To complicate matters further, the SOP which runs into several pages, is filled with so much unnecessary trivia that it must be asked if the ministry’s intention is to cause the maximum panic. In wading through such needless homilies as “passengers should be allowed to board in batches” (as if this did not happen before Covid) and “announcement will be made in the aircraft for deplaning passengers in batches”, the passenger is likely to lose the thrust of the message on safe travel and social distancing. Travel by air which, because of its speed, involves far shorter contact with fellow humans than travel by rail will now be marked by far more stringent rules than those that apply for air-conditioned train passengers.

Certainly, the restrictions are infinitely more cumbersome than those in force for migrant labour being ferried home by buses and Shramik Special trains. This would suggest that the Ministry of Civil Aviation is determined to impart an elitist spin to its plans for reopening Indian skies, in effect to suggest that different values are put on different categories of Indian lives. While this may not be the intention, it is unfortunate that the rules sought to be introduced should suggest it.
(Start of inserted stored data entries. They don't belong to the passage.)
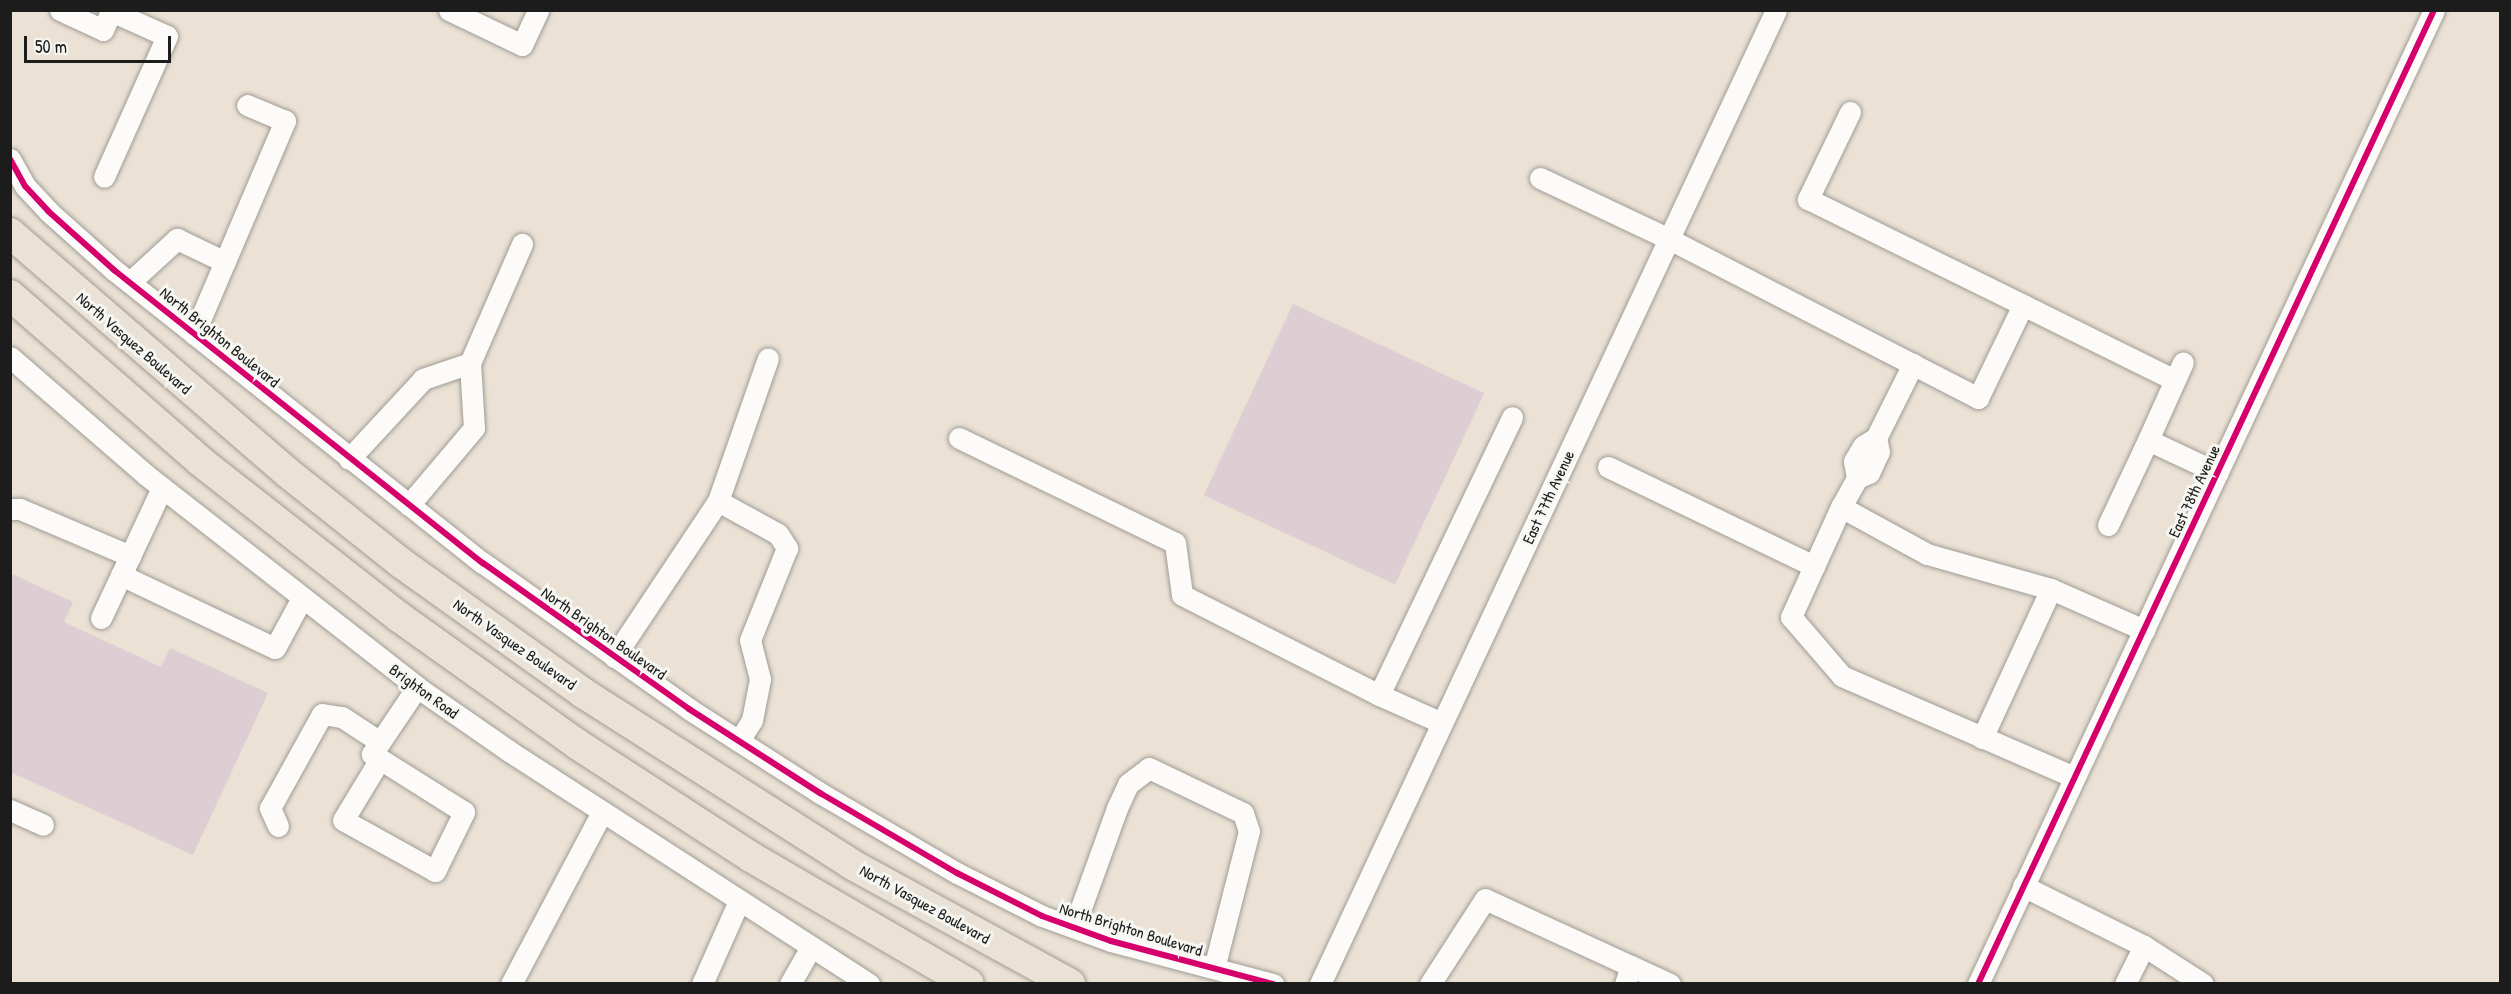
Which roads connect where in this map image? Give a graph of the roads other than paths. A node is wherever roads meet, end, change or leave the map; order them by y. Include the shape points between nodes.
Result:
1 (60, 10) edge
2 (449, 10) edge
3 (538, 10) edge
4 (1776, 10) edge
5 (2434, 10) edge
6 (247, 105) dead end
7 (1851, 112) dead end
8 (10, 159) edge
9 (104, 177) dead end
10 (1540, 178) dead end
11 (10, 233) edge
12 (1669, 239) junction
13 (522, 244) dead end
14 (225, 262) junction
15 (130, 282) junction
16 (10, 295) edge
17 (2023, 305) junction
18 (194, 334) junction
19 (10, 357) edge
20 (768, 358) dead end
21 (470, 363) junction
22 (1913, 364) junction
23 (1512, 417) dead end
24 (959, 438) dead end
25 (2148, 440) junction
26 (349, 459) junction
27 (1608, 467) dead end
28 (2218, 472) junction
29 (162, 488) junction
30 (718, 501) junction
31 (409, 505) junction
32 (1841, 507) junction
33 (10, 509) edge
34 (2109, 525) dead end
35 (130, 556) junction
36 (1814, 566) junction
37 (121, 575) junction
38 (2051, 589) junction
39 (302, 598) junction
40 (101, 618) dead end
41 (2144, 630) junction
42 (614, 657) junction
43 (417, 687) junction
44 (1379, 695) junction
45 (1442, 723) junction
46 (1982, 738) junction
47 (739, 741) junction
48 (380, 750) junction
49 (2074, 777) junction
50 (10, 810) edge
51 (602, 812) junction
52 (43, 825) dead end
53 (278, 826) dead end
54 (2023, 886) junction
55 (740, 901) junction
56 (1074, 927) junction
57 (2144, 945) junction
58 (811, 947) junction
59 (1214, 968) junction
60 (1628, 975) edge
61 (709, 981) edge
62 (511, 984) edge
63 (790, 984) edge
64 (869, 984) edge
65 (969, 984) edge
66 (1070, 984) edge
67 (1274, 984) edge
68 (1320, 984) edge
69 (1430, 984) edge
70 (1670, 984) edge
71 (1978, 984) edge
72 (2125, 984) edge
73 (2203, 984) edge

1 - 9 street via 103,30 111,11 167,36
2 - 3 street via 522,45
4 - 12 street, East 77th Avenue
5 - 28 street, East 78th Avenue
6 - 14 street via 285,122
7 - 17 street via 1808,199
8 - 15 street, North Brighton Boulevard via 25,186 48,211
10 - 12 street
11 - 66 highway, North Vasquez Boulevard via 288,473 401,563 584,693 851,864
12 - 22 street
12 - 45 street, East 77th Avenue
13 - 21 street
14 - 15 street via 177,239
14 - 18 street
15 - 18 street, North Brighton Boulevard
16 - 65 highway via 200,461 399,617 577,744 752,857
17 - 22 street via 1978,398
17 - 25 street via 2179,371
18 - 26 street, North Brighton Boulevard
19 - 29 street, Brighton Road
20 - 30 street
21 - 26 street via 423,380
21 - 31 street via 474,428
22 - 32 street via 1876,438 1863,446 1854,461 1857,478
23 - 44 street
24 - 44 street via 1175,543 1182,595
25 - 28 street
25 - 34 street
26 - 31 street, North Brighton Boulevard
27 - 36 street
28 - 41 street, East 78th Avenue
29 - 35 street
29 - 39 street, Brighton Road
30 - 42 street
30 - 47 street via 778,534 787,548 750,640 760,679 752,720
31 - 42 street, North Brighton Boulevard
32 - 36 street
32 - 38 street via 1927,554
33 - 35 street via 20,509
35 - 37 street
36 - 46 street via 1791,617 1842,676
37 - 39 street via 275,648
37 - 40 street
38 - 41 street
38 - 46 street
39 - 43 street, Brighton Road
41 - 49 street, East 78th Avenue
42 - 47 street, North Brighton Boulevard
43 - 48 street
43 - 51 street, Brighton Road
44 - 45 street
45 - 68 street, East 77th Avenue
46 - 49 street
47 - 56 street, North Brighton Boulevard via 957,873 1042,916
48 - 48 street via 464,812 435,871 344,820
48 - 53 street via 342,717 322,714 270,808
49 - 54 street, East 78th Avenue
50 - 52 street
51 - 55 street, Brighton Road
51 - 62 street
54 - 57 street
54 - 71 street, East 78th Avenue
55 - 58 street, Brighton Road
55 - 61 street
56 - 59 street, North Brighton Boulevard
56 - 59 street via 1128,784 1149,768 1243,813 1249,831
57 - 72 street
57 - 73 street
58 - 63 street
58 - 64 street, Brighton Road
59 - 67 street, North Brighton Boulevard
60 - 69 street via 1485,899
60 - 70 street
As has been suggested more than once in these columns, government rules, notifications and messaging must be simple if they are to be effective. Allowing the bureaucrat to run amok with page upon page of rules does not help anyone, least of all those who are expected to follow them, and those who must enforce them. For now, though, we must applaud one more hesitant step taken to restore a degree of normality to life, and say it was about time this happened.